Humans fear robots that look like them, according to professionals working in the field of robotics. GWS Robotics creative director David Graves, Alan Winfield, professor of robot ethics at the University of the West of England, and Joanna Bryson, associate professor in the department of computer science at the University of Bath, are among those who believe anthropomorphic bots spark fear -as well as fascination.
David, a Cambridge University graduate who has worked for multinational businesses, said: “There are many science fiction dramas where robots look like humans then take over the world. It plays into our fear that robots which are indistinguishable from humans are dangerous.”
GWS Robotics has invested in a humanoid robot called Pepper, which can be customised to individual business needs. While cute and somewhat childlike, it is clearly a robot.

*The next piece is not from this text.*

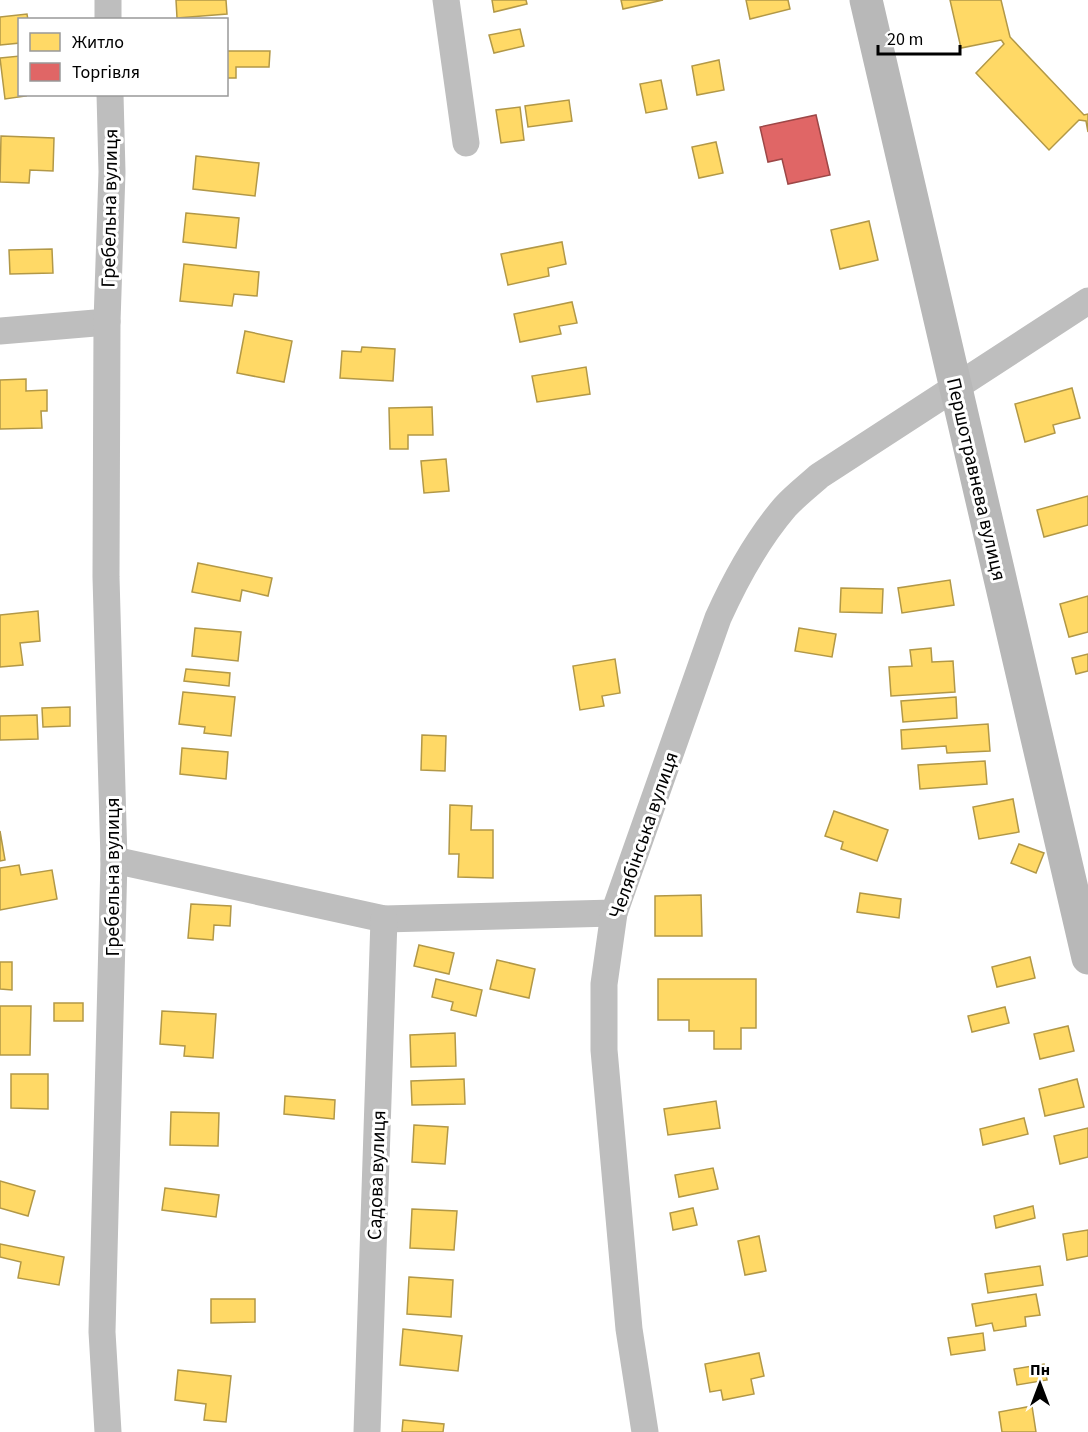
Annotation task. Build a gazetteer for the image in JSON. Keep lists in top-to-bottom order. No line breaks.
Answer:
{"streets":{"street":["Гребельна вулиця","Першотравнева вулиця","Челябінська вулиця","Садова вулиця"]},"crossings":[["Першотравнева вулиця","Челябінська вулиця"]],"legend":["Житло","Торгівля"],"scale_bar":"20 m","north":"top"}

Japanese researcher Masahiro Mori’s “uncanny valley” theory, which he developed in the 1970s, states that we react positively to robots if they have physical features familiar to us -but they disturb us if they start looking too much like us.
Professor Winfield said: “Robots are no more alive than your toaster. If people are led to think otherwise, they might become afraid of robots and could be exploited by unscrupulous manufacturers.”
But creators of human-like robots such as David Hanson, of Hanson Robotics, who have developed Sophia, argue human-like robots are an exploration of humanity. Sophia is the first robot to be granted (honorary) citizenship (by Saudi Arabia).
Professor Bryson has observed that some people are defending Sophia’s human rights, even though it is a robot.
She said: “Robots are simply not people. They are made and bought by humans, who are the responsible agents.”